■ **Problem requirements**
For the word "Kulių", return each line of the data in which it occurs.

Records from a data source
▼
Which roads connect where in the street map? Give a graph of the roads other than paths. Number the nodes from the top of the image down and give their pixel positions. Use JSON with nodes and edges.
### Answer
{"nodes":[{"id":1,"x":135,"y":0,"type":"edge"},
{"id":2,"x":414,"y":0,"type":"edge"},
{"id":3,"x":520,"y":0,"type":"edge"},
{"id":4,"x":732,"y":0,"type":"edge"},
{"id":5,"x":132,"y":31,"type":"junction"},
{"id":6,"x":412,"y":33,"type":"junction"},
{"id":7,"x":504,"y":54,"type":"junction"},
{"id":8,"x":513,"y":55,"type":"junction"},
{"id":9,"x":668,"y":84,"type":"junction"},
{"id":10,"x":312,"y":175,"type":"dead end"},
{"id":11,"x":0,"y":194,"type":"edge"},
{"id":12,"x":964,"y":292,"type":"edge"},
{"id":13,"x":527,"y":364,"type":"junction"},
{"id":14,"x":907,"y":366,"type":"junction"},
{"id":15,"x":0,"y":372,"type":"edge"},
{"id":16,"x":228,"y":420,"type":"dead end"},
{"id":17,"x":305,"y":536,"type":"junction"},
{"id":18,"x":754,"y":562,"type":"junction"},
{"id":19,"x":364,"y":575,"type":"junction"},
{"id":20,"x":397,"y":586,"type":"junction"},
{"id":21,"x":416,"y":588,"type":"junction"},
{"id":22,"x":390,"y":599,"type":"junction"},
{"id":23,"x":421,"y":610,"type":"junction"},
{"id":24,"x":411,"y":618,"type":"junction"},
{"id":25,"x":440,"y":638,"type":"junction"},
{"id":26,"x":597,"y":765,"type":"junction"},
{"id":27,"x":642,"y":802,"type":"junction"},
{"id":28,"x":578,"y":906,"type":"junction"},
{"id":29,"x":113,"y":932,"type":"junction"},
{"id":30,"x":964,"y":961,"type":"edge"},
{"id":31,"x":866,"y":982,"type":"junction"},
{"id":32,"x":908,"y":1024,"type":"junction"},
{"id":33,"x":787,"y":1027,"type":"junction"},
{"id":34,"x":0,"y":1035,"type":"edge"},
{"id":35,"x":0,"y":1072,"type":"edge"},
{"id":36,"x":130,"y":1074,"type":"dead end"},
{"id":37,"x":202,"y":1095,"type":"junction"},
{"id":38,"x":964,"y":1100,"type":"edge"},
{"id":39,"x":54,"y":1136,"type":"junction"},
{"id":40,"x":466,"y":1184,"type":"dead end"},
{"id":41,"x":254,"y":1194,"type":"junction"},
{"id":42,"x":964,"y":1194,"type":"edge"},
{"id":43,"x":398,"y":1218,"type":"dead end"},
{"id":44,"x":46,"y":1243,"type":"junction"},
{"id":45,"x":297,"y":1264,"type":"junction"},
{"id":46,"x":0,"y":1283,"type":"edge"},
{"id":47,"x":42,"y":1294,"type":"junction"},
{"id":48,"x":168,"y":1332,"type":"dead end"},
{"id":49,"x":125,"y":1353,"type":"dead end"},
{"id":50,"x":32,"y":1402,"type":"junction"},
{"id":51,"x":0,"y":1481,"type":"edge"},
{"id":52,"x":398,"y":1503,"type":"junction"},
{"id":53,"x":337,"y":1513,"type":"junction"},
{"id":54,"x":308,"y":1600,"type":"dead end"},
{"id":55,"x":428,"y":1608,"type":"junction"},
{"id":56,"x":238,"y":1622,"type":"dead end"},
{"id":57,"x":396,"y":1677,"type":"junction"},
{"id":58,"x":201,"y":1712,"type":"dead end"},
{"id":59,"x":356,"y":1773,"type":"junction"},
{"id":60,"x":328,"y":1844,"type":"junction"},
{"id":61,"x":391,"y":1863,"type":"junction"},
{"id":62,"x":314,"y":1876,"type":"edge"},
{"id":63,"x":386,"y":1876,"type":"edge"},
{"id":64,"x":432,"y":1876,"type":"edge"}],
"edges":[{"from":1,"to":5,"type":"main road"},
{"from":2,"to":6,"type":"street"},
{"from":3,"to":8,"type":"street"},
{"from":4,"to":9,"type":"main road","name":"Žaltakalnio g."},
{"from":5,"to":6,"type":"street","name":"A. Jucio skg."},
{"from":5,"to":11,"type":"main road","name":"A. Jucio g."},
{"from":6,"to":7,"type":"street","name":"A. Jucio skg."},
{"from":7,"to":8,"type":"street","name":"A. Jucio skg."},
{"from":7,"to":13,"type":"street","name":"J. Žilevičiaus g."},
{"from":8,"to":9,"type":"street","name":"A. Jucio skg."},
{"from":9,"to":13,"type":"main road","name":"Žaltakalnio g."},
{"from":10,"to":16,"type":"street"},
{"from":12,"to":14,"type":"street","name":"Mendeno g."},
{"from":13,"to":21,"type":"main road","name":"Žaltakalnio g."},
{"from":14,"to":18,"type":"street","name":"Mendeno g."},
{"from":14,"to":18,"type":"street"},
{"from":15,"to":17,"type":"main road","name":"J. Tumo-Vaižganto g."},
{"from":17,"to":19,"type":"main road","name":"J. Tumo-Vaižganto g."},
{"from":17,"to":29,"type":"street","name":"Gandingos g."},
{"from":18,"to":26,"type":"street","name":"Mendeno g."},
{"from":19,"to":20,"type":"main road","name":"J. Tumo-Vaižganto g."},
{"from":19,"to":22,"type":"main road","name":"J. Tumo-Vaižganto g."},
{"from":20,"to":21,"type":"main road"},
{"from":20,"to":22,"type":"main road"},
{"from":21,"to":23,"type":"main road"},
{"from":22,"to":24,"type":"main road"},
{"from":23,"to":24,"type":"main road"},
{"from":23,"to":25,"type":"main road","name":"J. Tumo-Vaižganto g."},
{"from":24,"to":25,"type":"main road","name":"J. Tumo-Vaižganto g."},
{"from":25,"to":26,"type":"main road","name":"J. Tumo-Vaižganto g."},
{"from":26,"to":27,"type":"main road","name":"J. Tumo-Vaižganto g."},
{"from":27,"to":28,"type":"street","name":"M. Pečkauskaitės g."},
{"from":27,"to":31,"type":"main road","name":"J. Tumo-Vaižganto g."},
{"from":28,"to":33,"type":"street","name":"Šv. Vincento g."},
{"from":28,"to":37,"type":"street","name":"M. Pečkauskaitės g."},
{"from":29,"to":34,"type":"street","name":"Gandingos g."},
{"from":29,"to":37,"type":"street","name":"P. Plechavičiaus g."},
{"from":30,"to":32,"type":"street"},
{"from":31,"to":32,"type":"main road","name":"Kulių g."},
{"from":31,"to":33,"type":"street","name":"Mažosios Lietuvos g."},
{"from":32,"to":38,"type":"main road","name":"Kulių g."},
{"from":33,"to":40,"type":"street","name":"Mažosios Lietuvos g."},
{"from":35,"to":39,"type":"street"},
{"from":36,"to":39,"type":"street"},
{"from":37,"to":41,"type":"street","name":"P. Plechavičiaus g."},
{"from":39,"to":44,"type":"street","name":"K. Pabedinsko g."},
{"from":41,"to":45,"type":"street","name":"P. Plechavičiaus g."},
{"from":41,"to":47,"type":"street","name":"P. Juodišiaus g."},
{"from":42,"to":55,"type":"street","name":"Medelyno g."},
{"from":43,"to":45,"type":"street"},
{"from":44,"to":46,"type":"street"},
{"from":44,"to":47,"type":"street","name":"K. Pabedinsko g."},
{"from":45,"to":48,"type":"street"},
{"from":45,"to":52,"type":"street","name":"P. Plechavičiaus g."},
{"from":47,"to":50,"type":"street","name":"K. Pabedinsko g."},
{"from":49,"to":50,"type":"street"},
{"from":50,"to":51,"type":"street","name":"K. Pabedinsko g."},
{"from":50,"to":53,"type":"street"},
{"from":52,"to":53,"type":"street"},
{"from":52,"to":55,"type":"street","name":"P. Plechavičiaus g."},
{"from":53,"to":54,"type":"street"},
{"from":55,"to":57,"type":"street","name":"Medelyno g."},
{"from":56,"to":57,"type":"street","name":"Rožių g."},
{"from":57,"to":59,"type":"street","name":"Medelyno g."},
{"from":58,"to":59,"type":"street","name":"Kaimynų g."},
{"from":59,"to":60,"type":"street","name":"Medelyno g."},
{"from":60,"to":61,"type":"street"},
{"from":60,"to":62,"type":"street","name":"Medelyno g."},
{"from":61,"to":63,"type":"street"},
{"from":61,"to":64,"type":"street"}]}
▲
■ **Answer to the exercise**
{"from":31,"to":32,"type":"main road","name":"Kulių g."},
{"from":32,"to":38,"type":"main road","name":"Kulių g."},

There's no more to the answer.